EDUCACION

Actuación reprobable

***Ramón Olivito Liste

***Zaragoza

Los educadores no tienen responsabilidad sobre los niños a su cargo, salvo que ocurra una desgracia irremediable. Esta es mi conclusión tras la experiencia ocurrida con mi hijo de ocho años, quien tiene que acudir a unas clases de catequesis en la parroquia de Belén para prepararse para la primera comunión.

El pasado día 9, cuando estaba en la catequesis, el párroco don José Antonio García Quintana encargó a los niños un trabajo y cuando mi hijo fue a entregárselo dijo: "toma chaval". La expresión no sentó bien al párroco, quien le envió a su casa como castigo sin avisarnos a los familiares para que fuéramos a buscarle, como hacíamos todos los días. ¿Quién le dijo a él que nosotros, sus padres, estuviéramos en casa? Y en el supuesto de que no estuviéramos, ¿qué hace un niño de ocho años solo en la calle una hora? De esta forma, mi hijo tuvo que cruzar solo las calles Monteperdido, camino de Juslibol, Alberto Casañal y Salvador Allende. Sólo una de ellas con paso semafórico.

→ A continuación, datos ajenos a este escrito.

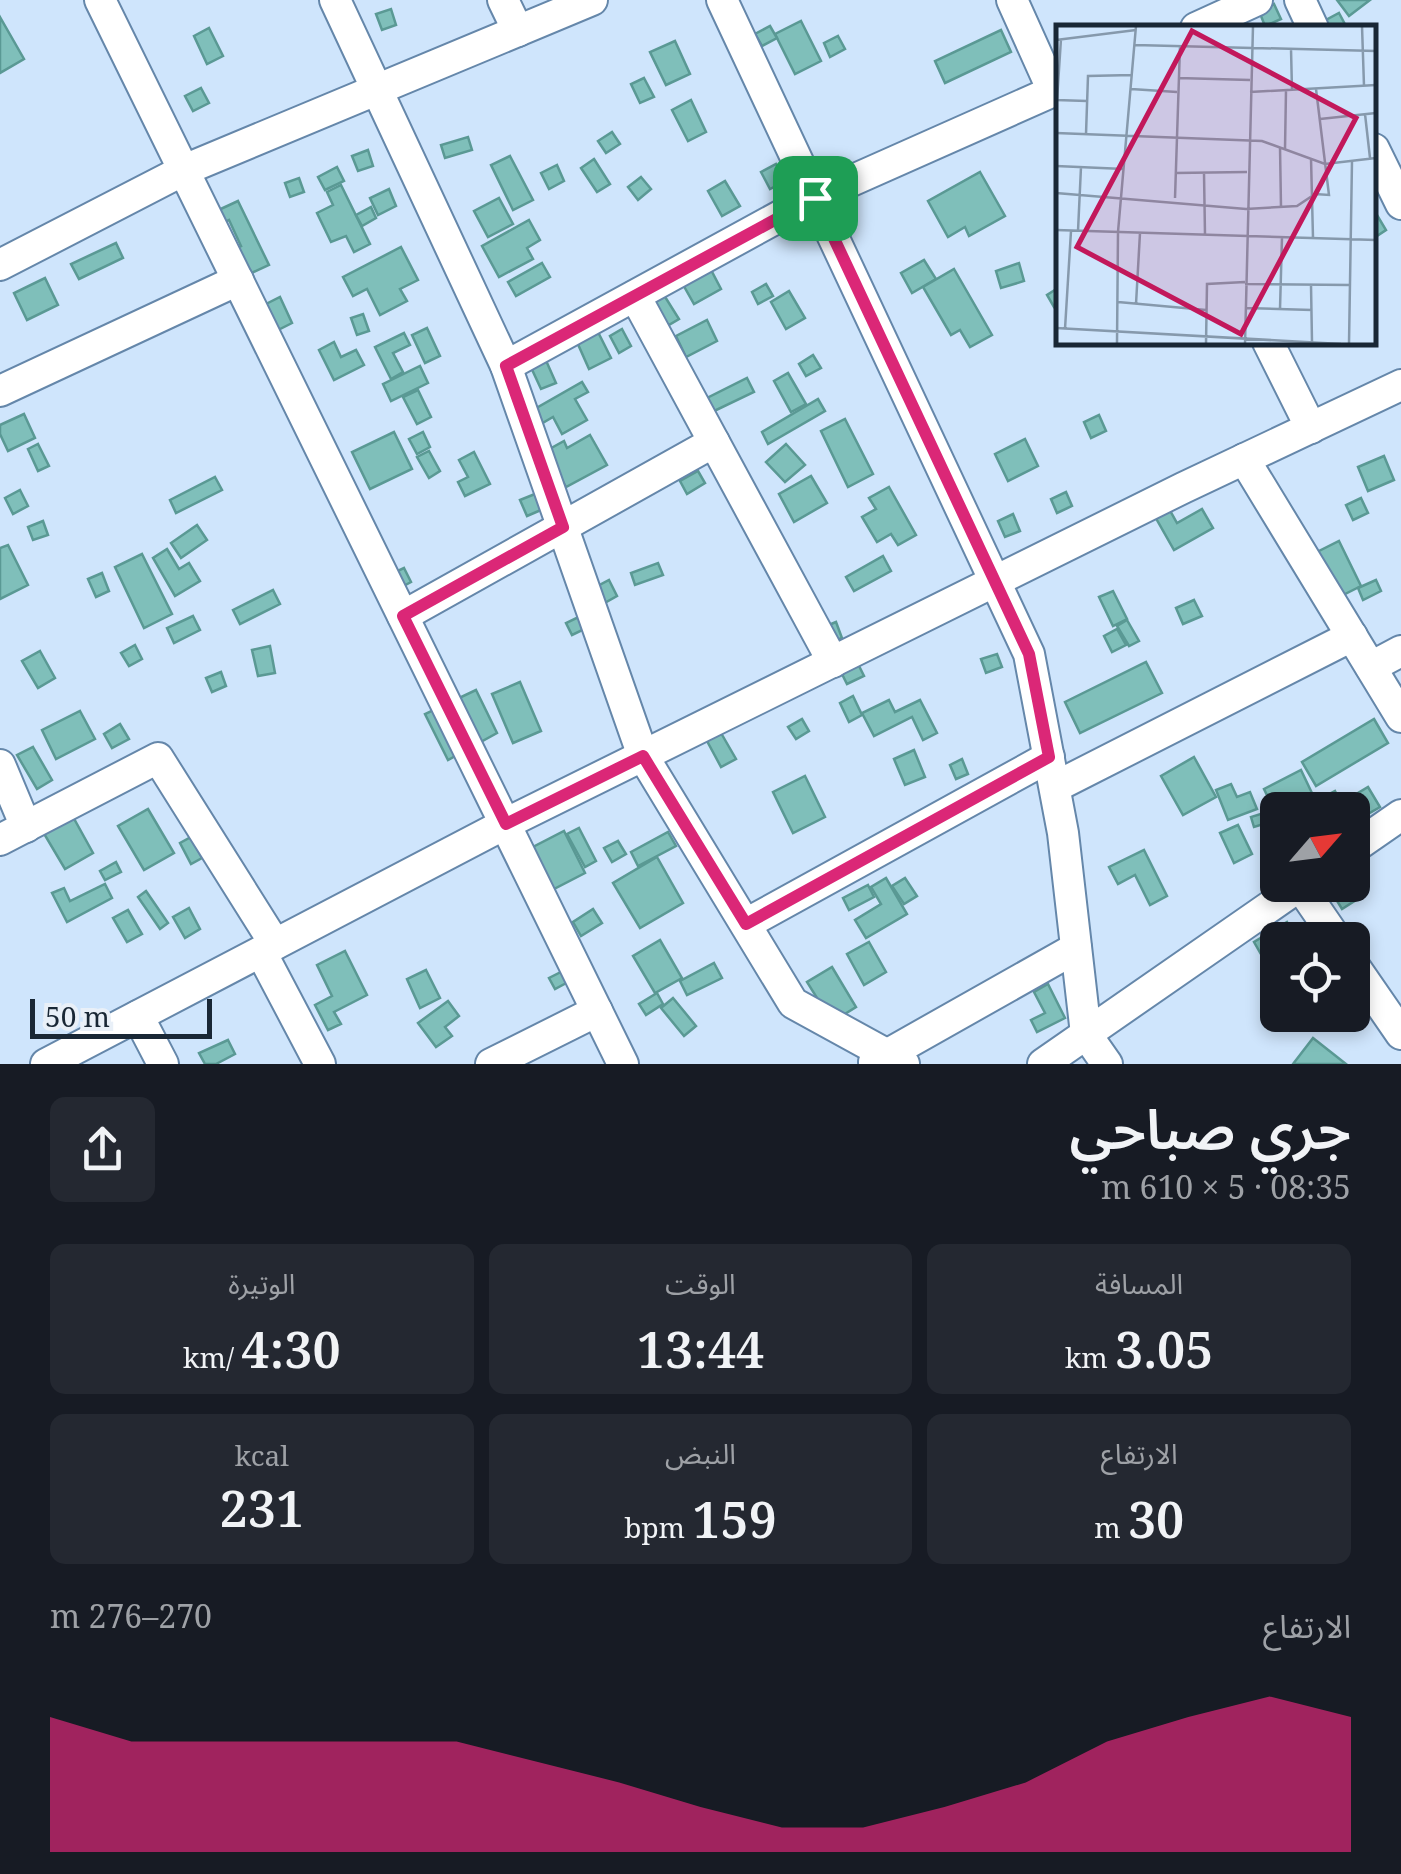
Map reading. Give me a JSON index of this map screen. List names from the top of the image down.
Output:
{
  "scale_bar": "50 m",
  "north": "top right",
  "page": {
    "scale": "50 m",
    "heading": ["جري صباحي", "08:35 · 5 × 610 m"],
    "stats": [
      ["المسافة", "3.05 km"],
      ["الوقت", "13:44"],
      ["الوتيرة", "4:30 /km"],
      ["الارتفاع", "30 m"],
      ["النبض", "159 bpm"],
      ["kcal", "231"]
    ],
    "chart": ["الارتفاع", "270–276 m"]
  }
}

Pedí explicaciones al párroco por su comportamiento y por el peligro al que había expuesto a mi hijo. Alegó que tenía que enseñarle buenos modales al niño y que no le había enviado a su casa, sino a la parroquia. Las madres de otros compañeros de catequesis me dijeron algo que ya sabía, que mi hijo no miente y que el párroco le había enviado textualmente a su casa.

He consultado con un abogado y me ha informado de que la conducta del párroco sólo hubiera sido punible si al niño le hubiera pasado algo malo, como un accidente. De este modo, un menor se enfrenta a una situación de indefensión ante los cambios de humor del educador, quien ha demostrado un comportamiento reprobable, y con su actuación ha "perdido" a una familia de cinco personas que llevaba 13 años en la parroquia, colaborando, las otras dos hijas, en las diversas actividades.

COMARCAS

Mi apoyo a Canfranc

***Esteban Trigo

***Zaragoza

Y mi más profundo sentimiento por el incendio que ha sufrido esta localidad, a la que identifico cariñosamente como "mi pueblo", porque, aunque no nací ella, fue donde pasé los primeros años de mi vida.

Años que me dejaron muchos recuerdos, tanto por asistir a su escuela como por observar que durante aquella época "algo raro" pasaba en el pueblo cuando tanta gente vestía de luto y hablaba en voz baja con un extraño recelo.

Mi abuela no hablaba con nadie, pero yo la veía llorar a solas y, de vez en cuando, me abrazaba como temiendo que pudiera ocurrirme algún daño...

Una noche vinieron a casa unos hombres uniformados buscando a un tío mío... No estaba, porque en medio de una inmensa nevada, había "marchado a trabajar" a Francia...

Son recuerdos imborrables de mi asomar a la vida en Canfranc, donde mi padre trabajaba como ferroviario y toda mi ilusión era la de ir con él a la gigantesca estación a ver humeantes trenes que como un preciado juguete iban y venían por la playa de vías, hasta desaparecer tragados por el túnel.

En aquel poblado conocido como los Arañones, para no confundirlo con el auténtico y viejo Canfranc, que se quemó en abril de 1944, ya se empezaba a escribir un largo capítulo de lucha por su supervivencia; por el abandono de su infraestructura y por sacarlo del olvido en el que aún permanece.

Una historia con dudoso final cuyo comienzo sigue recordando el niño al que le gustaba pisar la nieve y que ahora, una vez más, ha visto cómo el fuego devoraba parte de aquel lejano paisaje que, moralmente, es un poco suyo.